Look through the lines below and extract any with the word "that".

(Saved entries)
•••

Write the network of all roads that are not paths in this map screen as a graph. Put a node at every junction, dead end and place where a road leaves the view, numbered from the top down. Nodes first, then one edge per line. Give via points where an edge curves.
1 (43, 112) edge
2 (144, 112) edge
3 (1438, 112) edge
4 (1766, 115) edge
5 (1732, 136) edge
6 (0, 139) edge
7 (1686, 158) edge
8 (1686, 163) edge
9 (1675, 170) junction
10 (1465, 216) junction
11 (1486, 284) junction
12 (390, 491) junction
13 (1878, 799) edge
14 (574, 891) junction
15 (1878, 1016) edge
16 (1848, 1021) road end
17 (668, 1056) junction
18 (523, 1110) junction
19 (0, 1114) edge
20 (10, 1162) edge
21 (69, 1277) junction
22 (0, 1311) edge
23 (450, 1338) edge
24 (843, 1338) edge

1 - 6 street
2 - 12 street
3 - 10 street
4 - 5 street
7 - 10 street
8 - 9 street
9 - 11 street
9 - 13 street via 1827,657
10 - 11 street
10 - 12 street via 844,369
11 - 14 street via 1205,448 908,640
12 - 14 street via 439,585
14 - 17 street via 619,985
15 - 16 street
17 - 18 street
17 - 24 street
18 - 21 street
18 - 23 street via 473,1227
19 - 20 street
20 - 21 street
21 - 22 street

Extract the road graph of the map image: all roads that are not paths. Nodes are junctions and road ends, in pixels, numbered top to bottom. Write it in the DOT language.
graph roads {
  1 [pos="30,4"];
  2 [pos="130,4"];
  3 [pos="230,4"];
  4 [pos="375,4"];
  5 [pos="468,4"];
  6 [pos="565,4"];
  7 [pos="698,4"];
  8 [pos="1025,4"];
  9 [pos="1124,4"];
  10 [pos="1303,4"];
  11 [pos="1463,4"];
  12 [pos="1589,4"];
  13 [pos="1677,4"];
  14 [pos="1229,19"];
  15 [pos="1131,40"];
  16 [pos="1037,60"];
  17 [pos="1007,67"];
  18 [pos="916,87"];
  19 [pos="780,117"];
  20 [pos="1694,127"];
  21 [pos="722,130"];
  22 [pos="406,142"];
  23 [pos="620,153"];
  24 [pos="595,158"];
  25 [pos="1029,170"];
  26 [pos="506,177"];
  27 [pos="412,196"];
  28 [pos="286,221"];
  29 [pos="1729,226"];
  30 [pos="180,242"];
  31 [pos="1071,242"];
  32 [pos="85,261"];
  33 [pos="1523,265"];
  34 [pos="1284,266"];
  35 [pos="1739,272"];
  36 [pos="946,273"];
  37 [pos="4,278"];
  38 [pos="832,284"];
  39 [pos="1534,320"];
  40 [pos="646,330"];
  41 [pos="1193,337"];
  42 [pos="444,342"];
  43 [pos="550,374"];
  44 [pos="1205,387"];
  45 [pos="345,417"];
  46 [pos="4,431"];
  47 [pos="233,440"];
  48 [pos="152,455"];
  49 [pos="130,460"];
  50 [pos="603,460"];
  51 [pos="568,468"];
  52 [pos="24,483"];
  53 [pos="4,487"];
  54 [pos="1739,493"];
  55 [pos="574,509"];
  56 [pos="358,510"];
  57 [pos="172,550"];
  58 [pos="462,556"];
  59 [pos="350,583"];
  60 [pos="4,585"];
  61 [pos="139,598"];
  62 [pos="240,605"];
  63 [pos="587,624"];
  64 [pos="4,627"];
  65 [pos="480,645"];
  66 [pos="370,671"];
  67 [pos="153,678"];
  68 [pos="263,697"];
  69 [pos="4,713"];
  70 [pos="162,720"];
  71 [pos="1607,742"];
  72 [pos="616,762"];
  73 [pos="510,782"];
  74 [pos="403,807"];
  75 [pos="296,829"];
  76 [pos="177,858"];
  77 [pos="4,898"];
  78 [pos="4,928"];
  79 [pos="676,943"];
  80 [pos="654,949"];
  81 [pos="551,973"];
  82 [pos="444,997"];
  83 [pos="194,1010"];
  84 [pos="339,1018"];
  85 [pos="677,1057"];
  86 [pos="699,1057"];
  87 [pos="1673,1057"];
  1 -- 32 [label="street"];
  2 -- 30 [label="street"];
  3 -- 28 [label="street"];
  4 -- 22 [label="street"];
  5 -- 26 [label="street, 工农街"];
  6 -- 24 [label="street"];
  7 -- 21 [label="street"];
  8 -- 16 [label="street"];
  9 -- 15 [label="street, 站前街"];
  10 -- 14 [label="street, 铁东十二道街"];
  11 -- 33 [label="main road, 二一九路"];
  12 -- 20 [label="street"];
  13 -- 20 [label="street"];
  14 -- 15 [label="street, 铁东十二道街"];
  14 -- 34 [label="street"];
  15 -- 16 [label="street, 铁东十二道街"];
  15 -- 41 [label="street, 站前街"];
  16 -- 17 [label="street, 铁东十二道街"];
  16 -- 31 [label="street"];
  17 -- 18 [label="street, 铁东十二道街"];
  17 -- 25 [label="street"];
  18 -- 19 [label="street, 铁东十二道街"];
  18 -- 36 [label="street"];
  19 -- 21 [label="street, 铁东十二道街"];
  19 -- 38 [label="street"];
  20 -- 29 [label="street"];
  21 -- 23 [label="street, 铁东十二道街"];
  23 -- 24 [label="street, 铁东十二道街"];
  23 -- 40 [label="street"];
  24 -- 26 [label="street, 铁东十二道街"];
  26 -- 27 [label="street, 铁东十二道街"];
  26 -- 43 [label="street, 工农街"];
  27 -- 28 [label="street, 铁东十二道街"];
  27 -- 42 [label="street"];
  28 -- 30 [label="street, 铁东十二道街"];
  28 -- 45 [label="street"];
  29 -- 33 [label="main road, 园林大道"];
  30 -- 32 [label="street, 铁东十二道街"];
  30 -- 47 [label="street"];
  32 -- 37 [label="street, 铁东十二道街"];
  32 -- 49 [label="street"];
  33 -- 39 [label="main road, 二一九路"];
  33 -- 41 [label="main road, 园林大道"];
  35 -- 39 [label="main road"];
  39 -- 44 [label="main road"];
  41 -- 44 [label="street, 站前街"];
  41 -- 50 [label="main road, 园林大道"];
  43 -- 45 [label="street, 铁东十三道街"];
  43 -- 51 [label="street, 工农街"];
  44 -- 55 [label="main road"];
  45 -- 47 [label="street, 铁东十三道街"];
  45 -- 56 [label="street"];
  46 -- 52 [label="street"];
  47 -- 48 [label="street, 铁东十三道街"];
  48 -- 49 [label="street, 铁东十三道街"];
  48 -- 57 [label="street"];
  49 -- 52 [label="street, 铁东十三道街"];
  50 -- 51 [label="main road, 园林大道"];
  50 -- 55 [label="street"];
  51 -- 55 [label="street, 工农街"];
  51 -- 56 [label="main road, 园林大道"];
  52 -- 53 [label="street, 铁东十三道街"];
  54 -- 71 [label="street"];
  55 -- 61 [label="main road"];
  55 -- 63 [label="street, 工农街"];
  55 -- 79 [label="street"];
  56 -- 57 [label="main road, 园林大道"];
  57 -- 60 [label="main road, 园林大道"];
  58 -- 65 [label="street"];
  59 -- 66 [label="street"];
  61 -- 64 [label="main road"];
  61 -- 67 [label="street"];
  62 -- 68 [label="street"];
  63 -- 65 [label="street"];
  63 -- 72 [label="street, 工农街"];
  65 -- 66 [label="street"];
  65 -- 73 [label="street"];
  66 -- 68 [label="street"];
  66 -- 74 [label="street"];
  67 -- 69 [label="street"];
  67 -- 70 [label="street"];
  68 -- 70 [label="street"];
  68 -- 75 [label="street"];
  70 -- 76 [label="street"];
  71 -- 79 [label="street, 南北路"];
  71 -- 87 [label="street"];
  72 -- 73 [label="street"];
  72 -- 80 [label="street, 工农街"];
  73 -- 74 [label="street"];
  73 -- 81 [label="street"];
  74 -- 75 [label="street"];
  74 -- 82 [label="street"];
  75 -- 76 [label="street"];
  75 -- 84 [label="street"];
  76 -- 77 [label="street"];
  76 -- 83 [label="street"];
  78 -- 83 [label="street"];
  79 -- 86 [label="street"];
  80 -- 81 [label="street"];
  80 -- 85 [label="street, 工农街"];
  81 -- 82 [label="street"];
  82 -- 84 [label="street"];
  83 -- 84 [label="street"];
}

•••

* [Solution for this problem]:
Write the network of all roads that are not paths in this map screen as a graph. Put a node at every junction, dead end and place where a road leaves the view, numbered from the top down. Nodes first, then one edge per line. Give via points where an edge curves.
Extract the road graph of the map image: all roads that are not paths. Nodes are junctions and road ends, in pixels, numbered top to bottom. Write it in the DOT language.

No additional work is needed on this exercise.